┌──
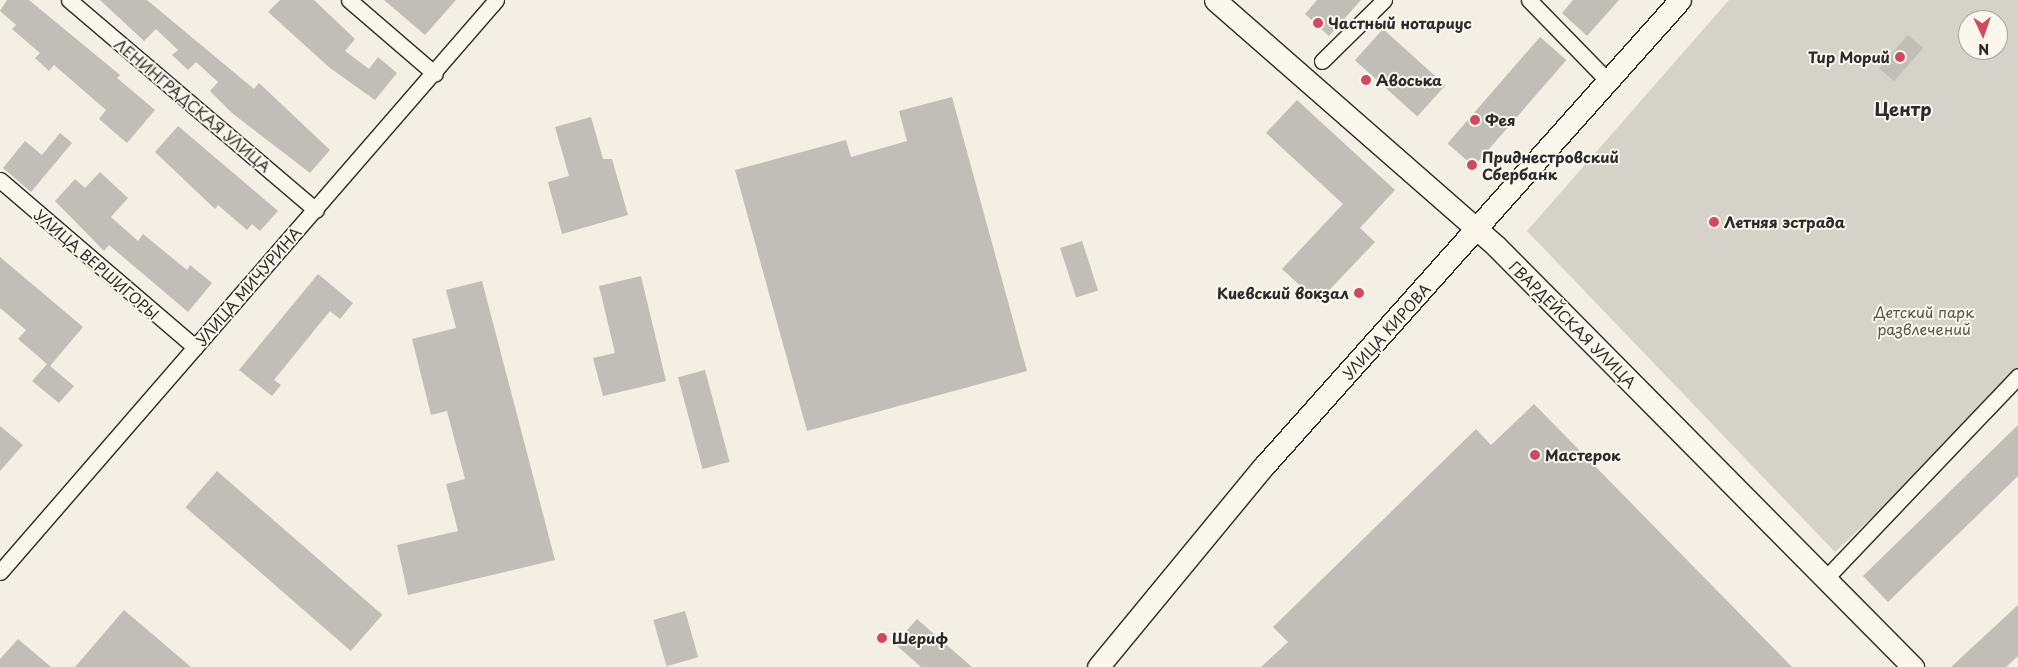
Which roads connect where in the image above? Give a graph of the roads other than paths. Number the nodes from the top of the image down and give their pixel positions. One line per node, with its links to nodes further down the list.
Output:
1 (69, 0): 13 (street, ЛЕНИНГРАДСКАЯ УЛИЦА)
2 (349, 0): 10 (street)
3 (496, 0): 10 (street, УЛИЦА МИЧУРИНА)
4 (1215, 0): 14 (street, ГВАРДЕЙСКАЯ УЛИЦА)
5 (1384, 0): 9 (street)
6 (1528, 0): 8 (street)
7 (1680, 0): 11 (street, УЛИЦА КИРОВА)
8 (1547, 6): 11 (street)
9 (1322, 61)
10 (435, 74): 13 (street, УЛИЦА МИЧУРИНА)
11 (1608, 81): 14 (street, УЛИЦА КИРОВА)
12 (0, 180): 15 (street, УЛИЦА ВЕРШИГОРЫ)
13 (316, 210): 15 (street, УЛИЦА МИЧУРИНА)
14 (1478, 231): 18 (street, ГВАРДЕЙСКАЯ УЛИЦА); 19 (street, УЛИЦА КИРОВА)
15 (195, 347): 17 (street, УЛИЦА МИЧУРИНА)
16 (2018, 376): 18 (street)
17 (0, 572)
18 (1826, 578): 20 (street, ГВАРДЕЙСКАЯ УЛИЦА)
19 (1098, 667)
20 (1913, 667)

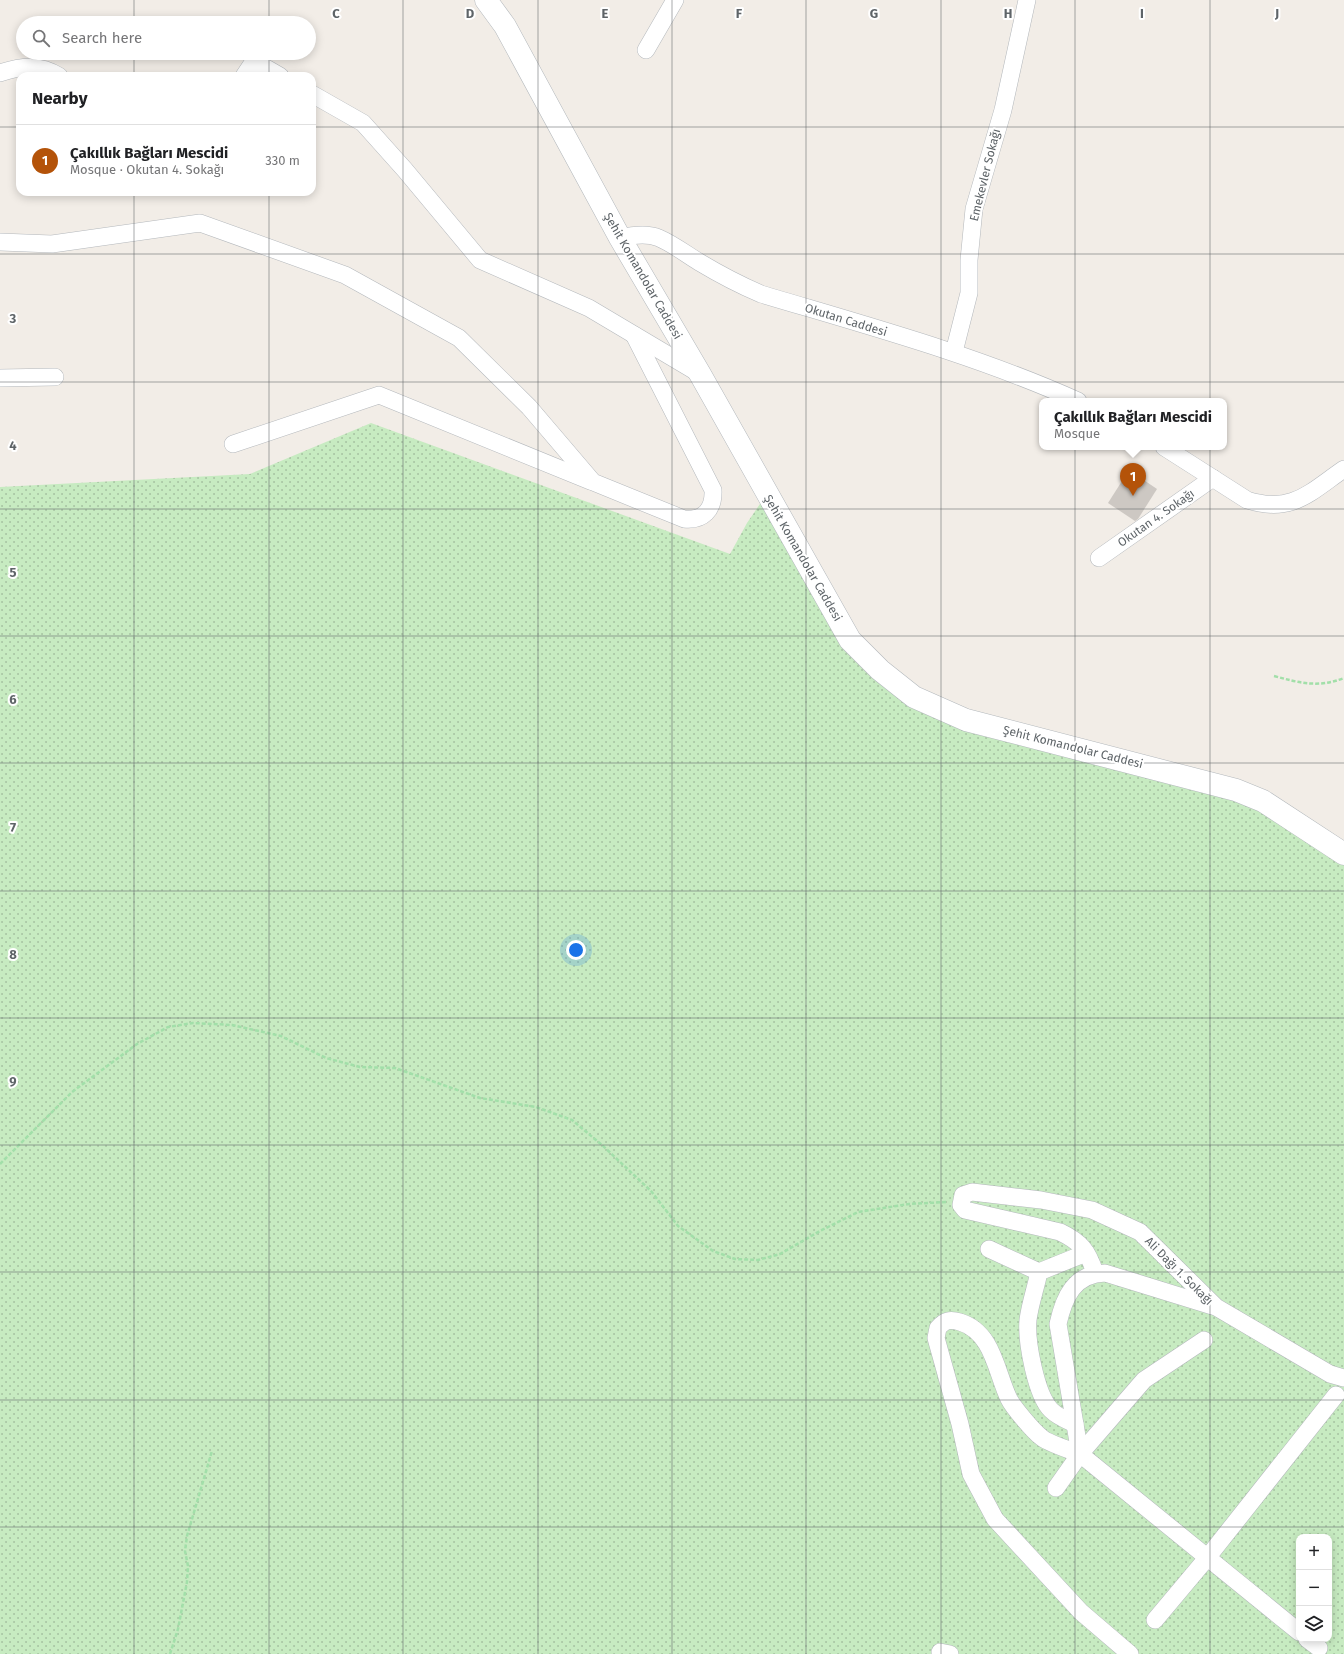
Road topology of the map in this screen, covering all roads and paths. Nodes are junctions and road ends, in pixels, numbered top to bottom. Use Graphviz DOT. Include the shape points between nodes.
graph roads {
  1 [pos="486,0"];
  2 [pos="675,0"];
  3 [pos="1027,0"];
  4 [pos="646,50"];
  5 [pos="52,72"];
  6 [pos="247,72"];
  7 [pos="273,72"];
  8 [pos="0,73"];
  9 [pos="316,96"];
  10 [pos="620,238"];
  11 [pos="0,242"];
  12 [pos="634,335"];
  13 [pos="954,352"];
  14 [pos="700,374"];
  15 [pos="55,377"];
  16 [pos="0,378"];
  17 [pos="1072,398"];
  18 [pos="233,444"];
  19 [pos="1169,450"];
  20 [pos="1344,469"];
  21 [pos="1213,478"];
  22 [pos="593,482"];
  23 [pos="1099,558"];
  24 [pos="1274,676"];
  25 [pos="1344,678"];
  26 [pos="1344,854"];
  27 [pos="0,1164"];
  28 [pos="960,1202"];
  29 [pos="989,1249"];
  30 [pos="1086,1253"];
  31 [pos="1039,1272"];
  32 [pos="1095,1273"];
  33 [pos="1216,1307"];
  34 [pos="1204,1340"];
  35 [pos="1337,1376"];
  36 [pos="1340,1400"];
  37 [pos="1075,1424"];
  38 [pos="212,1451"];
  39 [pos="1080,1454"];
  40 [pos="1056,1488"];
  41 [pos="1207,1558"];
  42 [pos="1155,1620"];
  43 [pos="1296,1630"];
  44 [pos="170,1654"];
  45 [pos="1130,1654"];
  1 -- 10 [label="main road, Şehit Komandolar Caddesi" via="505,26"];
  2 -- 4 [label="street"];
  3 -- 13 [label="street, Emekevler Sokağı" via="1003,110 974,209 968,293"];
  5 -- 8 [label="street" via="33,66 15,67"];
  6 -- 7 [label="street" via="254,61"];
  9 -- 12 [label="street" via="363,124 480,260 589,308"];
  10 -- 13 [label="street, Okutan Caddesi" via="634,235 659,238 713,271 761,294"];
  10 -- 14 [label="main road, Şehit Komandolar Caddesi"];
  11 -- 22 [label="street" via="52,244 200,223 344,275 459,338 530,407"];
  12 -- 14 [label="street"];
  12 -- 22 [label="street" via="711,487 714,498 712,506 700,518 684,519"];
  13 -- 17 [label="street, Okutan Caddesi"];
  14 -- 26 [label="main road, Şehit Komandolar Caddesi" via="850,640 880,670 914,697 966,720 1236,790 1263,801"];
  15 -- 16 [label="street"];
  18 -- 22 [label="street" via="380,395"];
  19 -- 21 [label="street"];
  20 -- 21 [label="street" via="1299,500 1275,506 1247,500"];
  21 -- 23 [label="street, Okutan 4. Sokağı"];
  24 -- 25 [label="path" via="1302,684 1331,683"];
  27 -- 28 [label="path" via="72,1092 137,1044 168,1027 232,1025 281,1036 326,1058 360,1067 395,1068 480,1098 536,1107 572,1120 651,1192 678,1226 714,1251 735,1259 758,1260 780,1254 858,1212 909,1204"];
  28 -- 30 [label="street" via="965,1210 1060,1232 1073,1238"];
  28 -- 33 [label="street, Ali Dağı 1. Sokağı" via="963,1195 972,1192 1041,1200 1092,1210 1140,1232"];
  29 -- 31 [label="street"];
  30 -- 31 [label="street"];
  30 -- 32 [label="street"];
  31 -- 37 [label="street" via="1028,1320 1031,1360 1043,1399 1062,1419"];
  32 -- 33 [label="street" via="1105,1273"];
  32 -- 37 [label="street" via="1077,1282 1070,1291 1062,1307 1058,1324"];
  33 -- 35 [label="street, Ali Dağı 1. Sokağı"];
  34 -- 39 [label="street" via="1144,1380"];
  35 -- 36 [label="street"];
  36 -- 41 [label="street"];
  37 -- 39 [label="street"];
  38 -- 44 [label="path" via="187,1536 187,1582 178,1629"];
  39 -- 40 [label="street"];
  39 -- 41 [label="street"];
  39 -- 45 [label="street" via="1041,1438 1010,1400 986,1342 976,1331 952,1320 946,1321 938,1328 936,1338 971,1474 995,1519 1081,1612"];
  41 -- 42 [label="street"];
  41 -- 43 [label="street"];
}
└──
┌──
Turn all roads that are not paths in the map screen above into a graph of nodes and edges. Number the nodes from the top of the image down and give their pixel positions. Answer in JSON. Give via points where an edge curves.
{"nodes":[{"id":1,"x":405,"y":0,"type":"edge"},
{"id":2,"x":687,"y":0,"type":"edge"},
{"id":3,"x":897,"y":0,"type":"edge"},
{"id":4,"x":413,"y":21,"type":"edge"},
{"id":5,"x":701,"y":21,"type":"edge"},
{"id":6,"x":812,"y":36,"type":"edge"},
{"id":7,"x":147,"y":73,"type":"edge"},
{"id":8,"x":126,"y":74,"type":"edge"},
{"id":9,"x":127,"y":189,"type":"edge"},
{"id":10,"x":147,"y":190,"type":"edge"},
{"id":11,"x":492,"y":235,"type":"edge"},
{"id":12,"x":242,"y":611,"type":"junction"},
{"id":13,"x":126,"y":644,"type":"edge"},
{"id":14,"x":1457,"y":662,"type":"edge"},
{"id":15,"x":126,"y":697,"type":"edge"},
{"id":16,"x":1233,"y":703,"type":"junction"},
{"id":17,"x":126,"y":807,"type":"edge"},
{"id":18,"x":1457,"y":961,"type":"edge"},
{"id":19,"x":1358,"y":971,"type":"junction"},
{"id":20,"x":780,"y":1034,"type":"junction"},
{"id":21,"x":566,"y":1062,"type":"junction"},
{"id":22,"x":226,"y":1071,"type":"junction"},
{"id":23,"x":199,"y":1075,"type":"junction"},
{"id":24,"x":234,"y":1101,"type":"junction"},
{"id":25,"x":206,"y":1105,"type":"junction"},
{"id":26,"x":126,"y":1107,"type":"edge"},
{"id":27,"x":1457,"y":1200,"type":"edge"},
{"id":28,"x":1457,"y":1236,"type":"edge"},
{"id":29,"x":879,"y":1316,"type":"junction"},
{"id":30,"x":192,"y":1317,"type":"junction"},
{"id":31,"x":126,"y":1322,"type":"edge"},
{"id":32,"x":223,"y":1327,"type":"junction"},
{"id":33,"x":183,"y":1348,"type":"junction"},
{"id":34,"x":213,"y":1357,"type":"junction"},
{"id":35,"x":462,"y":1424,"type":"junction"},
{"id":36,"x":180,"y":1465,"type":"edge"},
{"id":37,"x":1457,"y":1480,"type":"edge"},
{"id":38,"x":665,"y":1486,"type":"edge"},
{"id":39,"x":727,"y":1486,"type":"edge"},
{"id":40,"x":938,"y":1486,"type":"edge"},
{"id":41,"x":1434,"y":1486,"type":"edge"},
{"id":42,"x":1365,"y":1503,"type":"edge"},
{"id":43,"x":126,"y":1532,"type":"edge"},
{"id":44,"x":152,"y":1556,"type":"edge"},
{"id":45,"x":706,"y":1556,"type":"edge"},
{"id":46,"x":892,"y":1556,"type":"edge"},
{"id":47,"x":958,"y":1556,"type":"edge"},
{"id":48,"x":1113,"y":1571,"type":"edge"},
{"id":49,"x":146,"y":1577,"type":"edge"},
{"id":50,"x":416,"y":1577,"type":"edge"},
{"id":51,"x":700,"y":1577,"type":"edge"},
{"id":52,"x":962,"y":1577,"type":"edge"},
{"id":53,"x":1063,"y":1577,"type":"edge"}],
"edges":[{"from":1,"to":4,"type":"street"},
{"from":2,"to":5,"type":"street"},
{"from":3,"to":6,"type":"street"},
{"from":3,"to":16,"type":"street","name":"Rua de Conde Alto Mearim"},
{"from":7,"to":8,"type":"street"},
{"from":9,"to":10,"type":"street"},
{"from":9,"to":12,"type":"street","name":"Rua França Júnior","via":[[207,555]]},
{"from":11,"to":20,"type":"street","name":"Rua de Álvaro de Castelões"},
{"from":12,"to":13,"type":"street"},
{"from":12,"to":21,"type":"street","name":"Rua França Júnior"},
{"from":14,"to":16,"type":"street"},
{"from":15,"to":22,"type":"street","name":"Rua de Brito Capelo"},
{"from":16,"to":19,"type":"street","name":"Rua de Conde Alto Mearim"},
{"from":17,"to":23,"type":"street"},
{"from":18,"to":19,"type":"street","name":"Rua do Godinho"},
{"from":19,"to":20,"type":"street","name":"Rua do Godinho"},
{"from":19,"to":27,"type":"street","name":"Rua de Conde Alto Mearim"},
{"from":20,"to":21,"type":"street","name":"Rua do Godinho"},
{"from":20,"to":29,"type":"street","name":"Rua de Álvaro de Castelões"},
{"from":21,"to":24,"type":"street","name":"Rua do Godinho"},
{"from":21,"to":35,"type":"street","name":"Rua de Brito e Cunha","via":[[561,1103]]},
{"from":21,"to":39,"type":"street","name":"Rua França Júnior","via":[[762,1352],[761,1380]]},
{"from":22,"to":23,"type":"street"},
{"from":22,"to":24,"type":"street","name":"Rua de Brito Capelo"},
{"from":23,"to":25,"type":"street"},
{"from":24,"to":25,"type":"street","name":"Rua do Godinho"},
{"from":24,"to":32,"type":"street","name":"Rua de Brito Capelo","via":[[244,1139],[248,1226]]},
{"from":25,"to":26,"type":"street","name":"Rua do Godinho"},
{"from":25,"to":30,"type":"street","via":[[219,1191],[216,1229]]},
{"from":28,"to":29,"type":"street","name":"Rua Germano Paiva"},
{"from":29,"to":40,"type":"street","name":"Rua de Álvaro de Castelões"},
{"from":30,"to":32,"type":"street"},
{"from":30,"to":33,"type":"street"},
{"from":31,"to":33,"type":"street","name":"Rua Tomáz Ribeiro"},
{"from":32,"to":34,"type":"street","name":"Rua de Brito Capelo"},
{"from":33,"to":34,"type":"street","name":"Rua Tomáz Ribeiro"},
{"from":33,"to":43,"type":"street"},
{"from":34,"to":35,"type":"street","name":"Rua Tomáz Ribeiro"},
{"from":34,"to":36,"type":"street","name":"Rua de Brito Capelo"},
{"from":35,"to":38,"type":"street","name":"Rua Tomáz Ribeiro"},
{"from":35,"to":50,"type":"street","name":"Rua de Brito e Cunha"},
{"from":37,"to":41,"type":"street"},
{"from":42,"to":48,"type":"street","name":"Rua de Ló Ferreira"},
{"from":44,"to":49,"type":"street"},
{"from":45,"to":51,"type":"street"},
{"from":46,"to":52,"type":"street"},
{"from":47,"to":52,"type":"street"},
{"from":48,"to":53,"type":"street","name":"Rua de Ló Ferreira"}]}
└──
┌──
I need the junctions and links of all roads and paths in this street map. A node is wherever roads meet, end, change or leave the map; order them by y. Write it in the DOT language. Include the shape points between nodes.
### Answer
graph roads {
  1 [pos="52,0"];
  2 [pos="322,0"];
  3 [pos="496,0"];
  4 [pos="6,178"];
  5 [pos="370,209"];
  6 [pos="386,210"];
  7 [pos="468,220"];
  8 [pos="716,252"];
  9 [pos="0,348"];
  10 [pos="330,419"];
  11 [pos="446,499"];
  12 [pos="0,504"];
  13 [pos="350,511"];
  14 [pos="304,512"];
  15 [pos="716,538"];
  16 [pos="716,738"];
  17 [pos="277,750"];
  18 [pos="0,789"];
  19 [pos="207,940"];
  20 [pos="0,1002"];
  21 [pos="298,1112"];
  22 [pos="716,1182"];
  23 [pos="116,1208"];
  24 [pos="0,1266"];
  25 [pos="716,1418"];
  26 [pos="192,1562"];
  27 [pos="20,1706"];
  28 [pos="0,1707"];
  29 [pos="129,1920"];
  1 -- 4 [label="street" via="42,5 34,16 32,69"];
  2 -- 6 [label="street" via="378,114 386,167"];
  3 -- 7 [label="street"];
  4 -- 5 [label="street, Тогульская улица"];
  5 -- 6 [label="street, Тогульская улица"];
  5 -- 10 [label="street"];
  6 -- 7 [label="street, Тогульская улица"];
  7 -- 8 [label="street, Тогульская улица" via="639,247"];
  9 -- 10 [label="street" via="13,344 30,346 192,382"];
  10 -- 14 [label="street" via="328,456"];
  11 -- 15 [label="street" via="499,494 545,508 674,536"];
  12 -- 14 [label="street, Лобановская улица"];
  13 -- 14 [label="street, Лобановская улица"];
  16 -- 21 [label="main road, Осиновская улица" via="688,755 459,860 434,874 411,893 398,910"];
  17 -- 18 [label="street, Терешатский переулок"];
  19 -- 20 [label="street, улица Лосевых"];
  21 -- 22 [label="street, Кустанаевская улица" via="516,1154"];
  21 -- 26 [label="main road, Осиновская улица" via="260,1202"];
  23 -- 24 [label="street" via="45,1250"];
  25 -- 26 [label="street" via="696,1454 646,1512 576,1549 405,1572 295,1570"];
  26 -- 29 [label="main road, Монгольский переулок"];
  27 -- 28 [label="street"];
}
└──
- Required work: Set aside each line above that includes the string "Mearim" and report it.

- Answer:
{"from":3,"to":16,"type":"street","name":"Rua de Conde Alto Mearim"},
{"from":16,"to":19,"type":"street","name":"Rua de Conde Alto Mearim"},
{"from":19,"to":27,"type":"street","name":"Rua de Conde Alto Mearim"},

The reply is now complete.